Zdrajca, który wykradł teleporter, nie pamiętał, komu go sprzedał na czarnym rynku. Pracował zaledwie rok w Najwyższej Radzie Czarodziejów. Jego także nie można było o nic podejrzewać. Przykładny, solidny, oddany swojej pracy. Zawsze uśmiechnięty, zadowolony z życia, miał wielu przyjaciół w samej siedzibie NRC. Keela nie znał autentycznie. Nigdy nie widział go na oczy. Budynek NRC był ogromny, więc chcąc nie chcą trzeba było mu uwierzyć. Być może planował to od dawna. Być może po to tylko zatrudnił się w Radzie. Przeszedł liczne testy, sprawdziany ze znajomości prawa oraz procedur rządzących NRC. Dostał się do specjalnie chronionych kluczy, które z kolei otwierały specjalnie chronione pomieszczenia. Każdy miał do niego zaufanie, więc bez problemu udało mu się wykraść teleporter. Z wyjściem też nie było problemu. Każdy pracownik był przeszukiwany przez ochronę. Jednak, ten kto przez dłuższy czas niczego nie wyniósł, był tylko oglądany w dosłownym tego słowa znaczeniu. Zaglądano tylko do torby. Natomiast „zdrajca” z walącym, jak młot sercem, wyniósł teleporter wetknięty w skarpetce. Ochrona to przeoczyła. Później, chcąc zarobić, gdyż za taki teleporter można było zażądać majątku, sprzedał go na czarnym rynku. Oczywiście zawsze było ryzyko, ze nabywcą może okazać się ktoś pracujący dla NRC. I okazał się nim Keel, jednak on o niczym nie wiedział, gdyż sprawa nie zdążyła jeszcze wyjść dalej aniżeli poza kręgi Najwyższych Radnych. Keel na pewno domyślił się, ze teleporter był kradziony, gdyż „zdrajca” nie posiadał licencji, ani też dowodu zakupu po cenie hurtowej. A poza tym sam fakt sprzedaży na czarnym rynku mógł wzbudzić podejrzenia. Mimo to Keel zakupił go za niebagatelną sumkę bo aż za sto tysięcy Vill. Później czujniki umieszczone na szczycie dachu budynku NRC zarejestrowały dużą aktywność fal poddźwiękowych. Wiedzieli już, że ktoś użył teleportera. Pozostało wykrycie.

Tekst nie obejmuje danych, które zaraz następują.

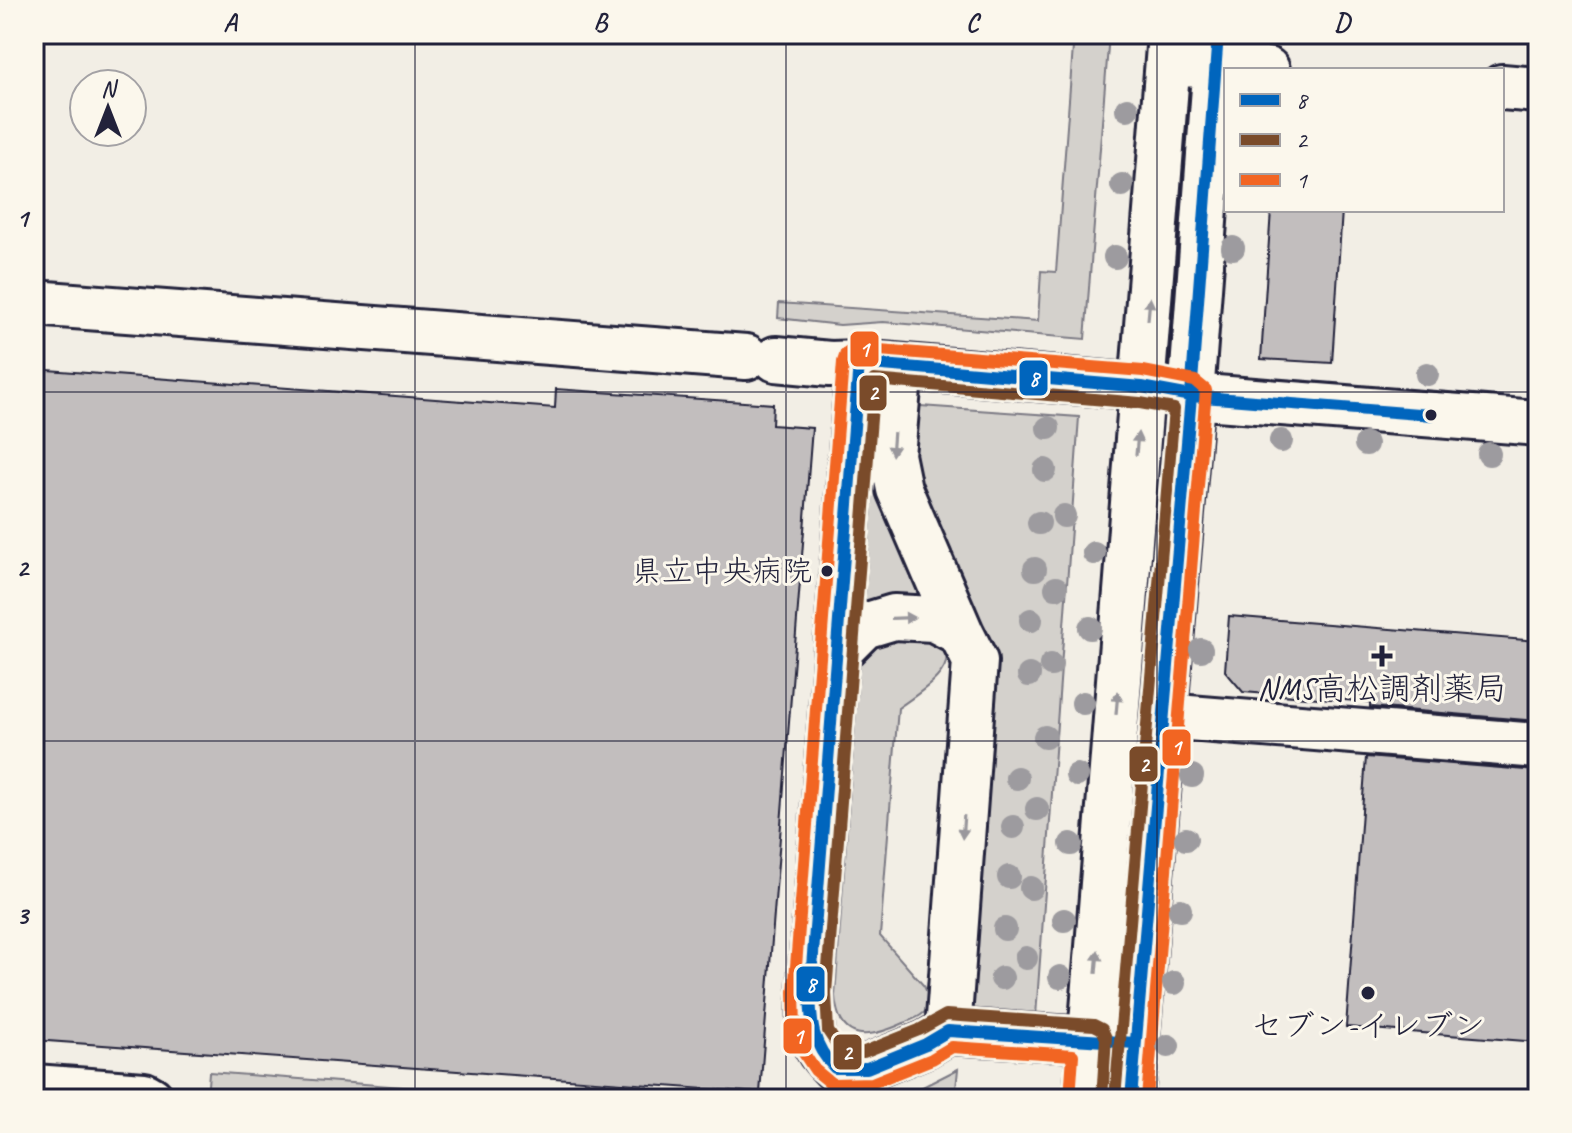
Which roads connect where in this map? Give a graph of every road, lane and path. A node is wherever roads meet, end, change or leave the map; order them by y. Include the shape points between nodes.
1 (1169, 48) edge
2 (1217, 50) edge
3 (1262, 68) edge
4 (1504, 87) edge
5 (1538, 90) edge
6 (34, 303) edge
7 (880, 365) junction
8 (1142, 387) junction
9 (1191, 396) junction
10 (1538, 423) edge
11 (961, 633) junction
12 (837, 653) junction
13 (1164, 716) junction
14 (1538, 746) edge
15 (948, 1031) junction
16 (1090, 1040) junction
17 (1135, 1043) junction
18 (34, 1087) edge
19 (151, 1099) edge
20 (1086, 1099) edge
21 (1131, 1099) edge

1 - 2 street
8 -> 1 street
2 - 3 street
2 - 9 street
4 - 5 street
6 - 7 street
7 - 8 street
7 -> 11 street via 899,489
7 - 12 street
8 - 9 street
16 -> 8 street
9 - 10 street
9 - 13 street
12 -> 11 street via 864,626 894,617 934,619
11 -> 15 street via 975,661
12 - 15 street via 810,993 817,1051 835,1068 867,1068
13 - 14 street
13 - 17 street
15 - 16 street
16 - 17 street
16 - 20 street
17 - 21 street
18 - 19 street

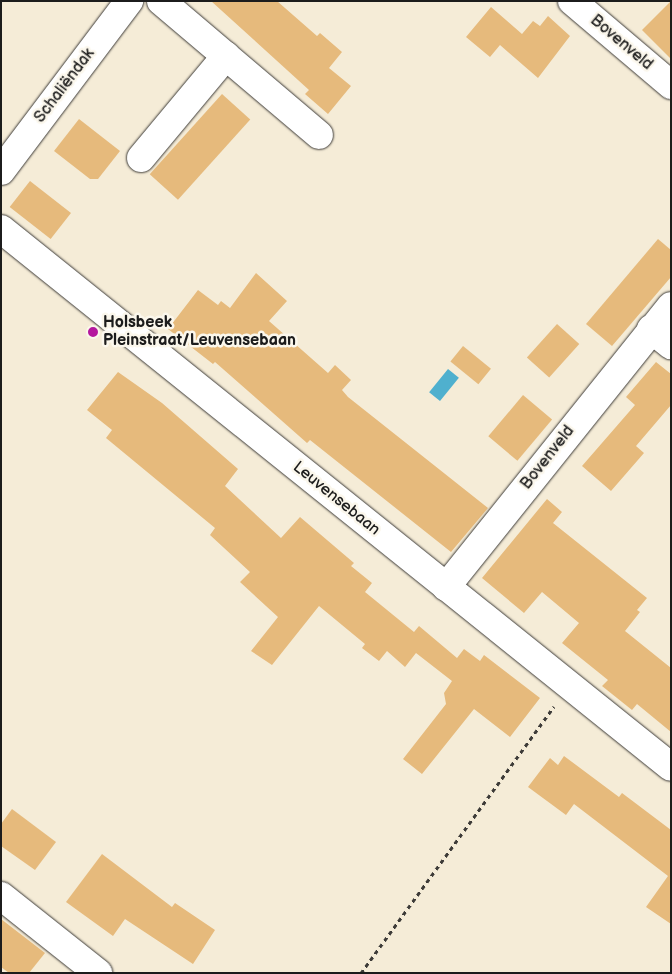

W tym celu sprowadzono z bardzo daleka młodą czarodziejkę, która słynęła z tego, że bez trudu potrafiła wniknąć w czyjś umysł, oglądać najskrytsze myśli i wspomnienia, nawet te, które wydawały się wymazane z pamięci. Była to ładna, zgrabna dziewczyna w wieku około dwudziestu paru lat. Do tego powaliła Patricka już przy pierwszym spotkaniu, przychodząc ubrana w przeraźliwie obcisłą bluzeczkę, z której jej bujne piersi dosłownie wylewały się. Spódniczka do pół uda eksponowała zgrabne, długie nogi, a pięknie ułożone włosy w formie artystycznego nieładu, nadawały jej kocim rysom twarzy szczególnego wyrazu. Do tego ten powalający zapach, który wdzierał się do jego nozdrzy ilekroć się poruszyła. Zamężna, jak się później okazało, czarodziejka została zaznajomiona ze zdjęciami, na których widniały twarze podejrzanych. To wystarczyło. Wniknęła do umysłu oskarżonego, którym wcześniej zajęli się śledczy z NRC, ale nie zdołali z niego niczego wyciągnąć.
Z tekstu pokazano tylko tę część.